Keeping Tantrums in Perspective


Having a plan for handling tantrums when they occur can help ease your stress and help you respond to them effectively. It’s also helpful to manage your own feelings by remembering that your child isn’t having a tantrum on purpose to upset you. It’s not your fault that your child is having a tantrum but it is your responsibility to help her find her way through it. You can do this by staying calm, offering your patience, kindness, and comfort. When you do this, she will learn that going to a person who loves her for comfort helps her feel better.

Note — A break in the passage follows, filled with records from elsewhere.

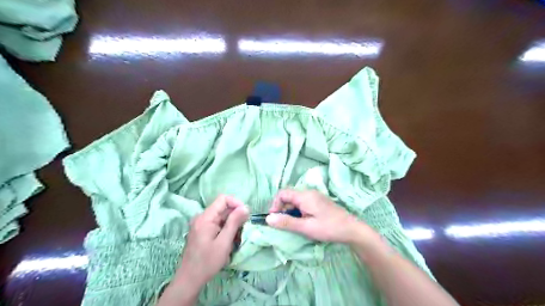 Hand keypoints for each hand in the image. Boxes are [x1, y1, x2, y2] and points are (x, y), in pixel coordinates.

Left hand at [175, 194, 246, 289]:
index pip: (223, 199)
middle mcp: (202, 217)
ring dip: (232, 224)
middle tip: (243, 229)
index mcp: (205, 217)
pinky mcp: (202, 231)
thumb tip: (245, 207)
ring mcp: (201, 224)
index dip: (236, 203)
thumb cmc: (207, 262)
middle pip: (223, 208)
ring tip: (237, 238)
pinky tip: (229, 241)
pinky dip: (226, 229)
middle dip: (235, 216)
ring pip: (221, 216)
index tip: (246, 215)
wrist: (189, 280)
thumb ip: (234, 223)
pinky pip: (217, 223)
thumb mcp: (224, 242)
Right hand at [265, 190, 376, 244]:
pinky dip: (298, 211)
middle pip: (289, 196)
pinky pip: (303, 203)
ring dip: (291, 211)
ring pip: (296, 200)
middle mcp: (309, 192)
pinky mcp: (319, 201)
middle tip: (283, 224)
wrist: (351, 229)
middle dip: (283, 209)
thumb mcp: (305, 227)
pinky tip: (304, 221)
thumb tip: (267, 219)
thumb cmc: (328, 228)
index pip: (282, 193)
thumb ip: (286, 222)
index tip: (274, 219)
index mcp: (304, 196)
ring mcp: (315, 196)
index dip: (275, 205)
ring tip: (294, 225) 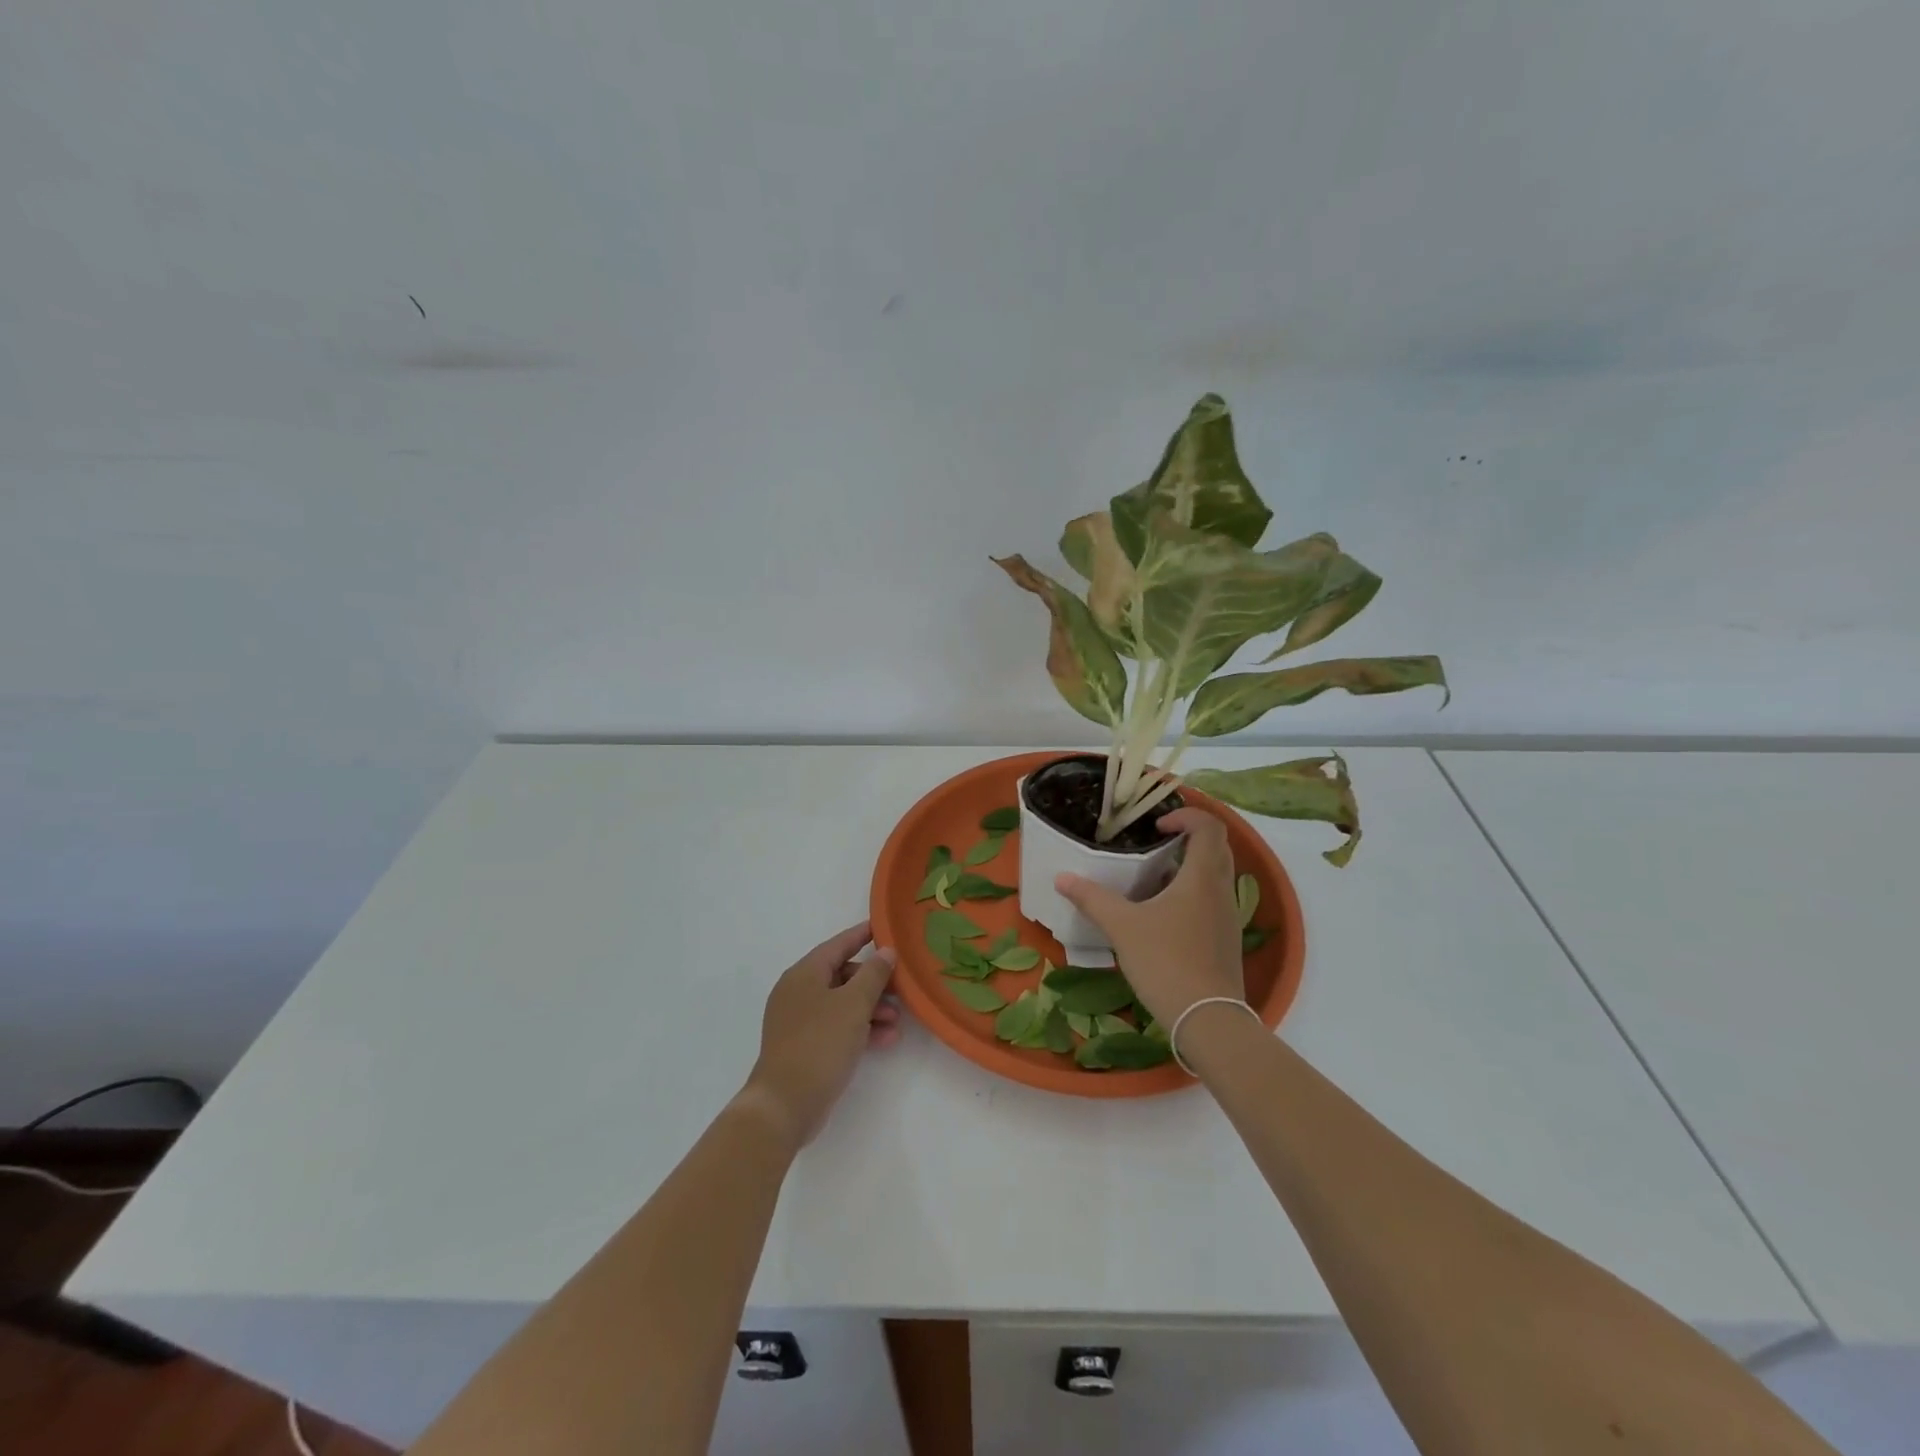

As Drs. Martha Heineman Pieper and William J. Pieper explain, “The advantage of responding to your child’s tantrums or other upsets with loving regulation can be illustrated by an analogy from adulthood. Imagine yourself dissolved in tears in reaction to a terrible and devastating loss. Your spouse or best friend reacts by saying ‘I’m going into the next room to read my book until you stop crying. You can join me when you regain control of yourself.’ Next imagine your loved one saying, ‘I am so sorry you are unhappy. Let me give you a hug and help you feel better.’ Which response would you prefer? Your child would make the same choice if it were available to her.”